Abstract
My technical capstone project and STS research paper are connected through a shared focus on sustainability and a motivation to analyze the ways in which it is intertwined with technology - and more specifically, software. In each, I aimed to incorporate the concept of sustainability through different perspectives and scales of analysis. My capstone project, HoosTrash, attempts to encourage environmentally conscious behavior through gamification, focusing on creating game mechanics and implementing mobile application design choices to keep users engaged and ultimately lead to sustained behavioral change. This ties into my STS research, which examines the challenges of defining and standardizing concepts across the technology industry - something that has proven to be particularly difficult for a complex and multifaceted topic such as sustainability. Together, these two projects analyze sustainability as both a design problem and a systemic issue. HoosTrash operates at the user level, influencing the interactions and behaviors of the individual user through incentives and feedback, while my STS research provides the context in which those design choices are made: A fragmented sociotechnical landscape where definitions, metrics, and responsibilities for sustainability remain disputed and often inconsistent.
In order to address issues with litter on the University of Virginia Grounds, my capstone group and I developed HoosTrash, a mobile application whose main purpose is to create a community-driven approach to maintaining cleaner public spaces. The application allows users to log collected trash, earn experience points, evolve virtual pets, and compete with other users through leaderboards and activity maps. These features were specifically chosen and implemented in order to promote engagement, encourage repeated participation, and reinforce consistent behavior within our user base. Our application was built using Flutter with a Firebase backend in order to integrate real-time data synchronization, geolocation features, and user authentication to enhance the overall user experience and accessibility. Through beta testing with a group of UVA undergraduate students, we demonstrated that HoosTrash successfully increased user engagement and motivated more consistent cleanup behavior by combining the aforementioned game mechanics with sustainability initiatives. These results suggest that gamification can serve as an effective tool for bridging the gap between environmental awareness and action. Future development of our mobile app could expand user analytics, improve social features, and add campus-specific incentives and events to further increase both engagement and measurable impact.

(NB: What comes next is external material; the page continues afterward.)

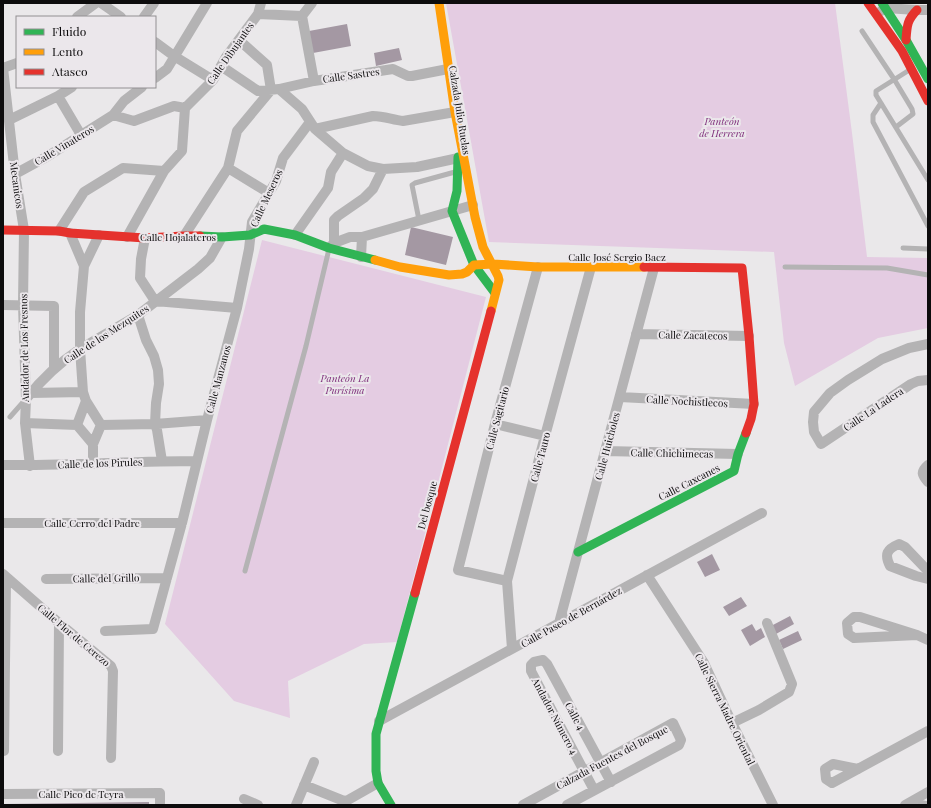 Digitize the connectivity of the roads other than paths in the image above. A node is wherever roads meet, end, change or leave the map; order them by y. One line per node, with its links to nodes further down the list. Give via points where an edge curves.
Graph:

My STS research paper investigates why the field of software engineering has struggled to standardize methods for assessing the environmental impact of software systems. Drawing on existing literature and analyzed through Actor-Network Theory (ANT), the paper argues that this challenge stems not from a lack of technical tools, but from fragmentation across a network of actors, including researchers, developers, industry organizations, and measurement frameworks. These actors operate with differing definitions of “sustainability” and conflicting methodological approaches, preventing the formation of a stable, widely adopted standard. Existing frameworks aimed to address sustainability efforts within the technology industry often fail because they do not successfully align the interests and priorities of all relevant stakeholders, especially in practice. My STS paper concludes that significant and meaningful progress requires improved metrics, but beyond that, broader collaboration among industry professionals, more widely accepted standardized definitions, and the inclusion of social and organizational factors in sustainability assessment.

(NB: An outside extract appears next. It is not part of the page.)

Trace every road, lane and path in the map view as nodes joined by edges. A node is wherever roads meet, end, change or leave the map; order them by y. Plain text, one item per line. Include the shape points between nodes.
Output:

My capstone project and STS paper were not developed simultaneously. This forced me to realize the naive approach that HoosTrash was developed under in hindsight after completing my research paper. Developing HoosTrash made it clear that influencing environmental outcomes is not simply a matter of technical efficiency, but of shaping user behavior, motivation, and social engagement - insights that directly reinforce my STS argument that sustainability cannot be reduced to technical metrics alone. Reading deeper into literature surrounding the current state of sustainability in software, a critical question was brought to the forefront of my attention: Were the methods used to develop HoosTrash in direct contradiction to its intended purpose? This new perspective pushed me to consider how design decisions (such as what behaviors to incentivize or how to define “impact”) reflect assumptions about sustainability that many most likely hold inside and outside of the technology industry. It also encouraged me to think more critically about the unintended consequences and limitations of technical solutions aimed at solving complex social problems. Together, these perspectives revealed that even small-scale applications like HoosTrash can influence broader networks of actors, values, and definitions. By completing these projects sequentially, I gained a more holistic understanding of how technical systems both shape and are constrained by the social contexts in which they are developed and used, as well as how design decisions can carry implications beyond their immediate scope.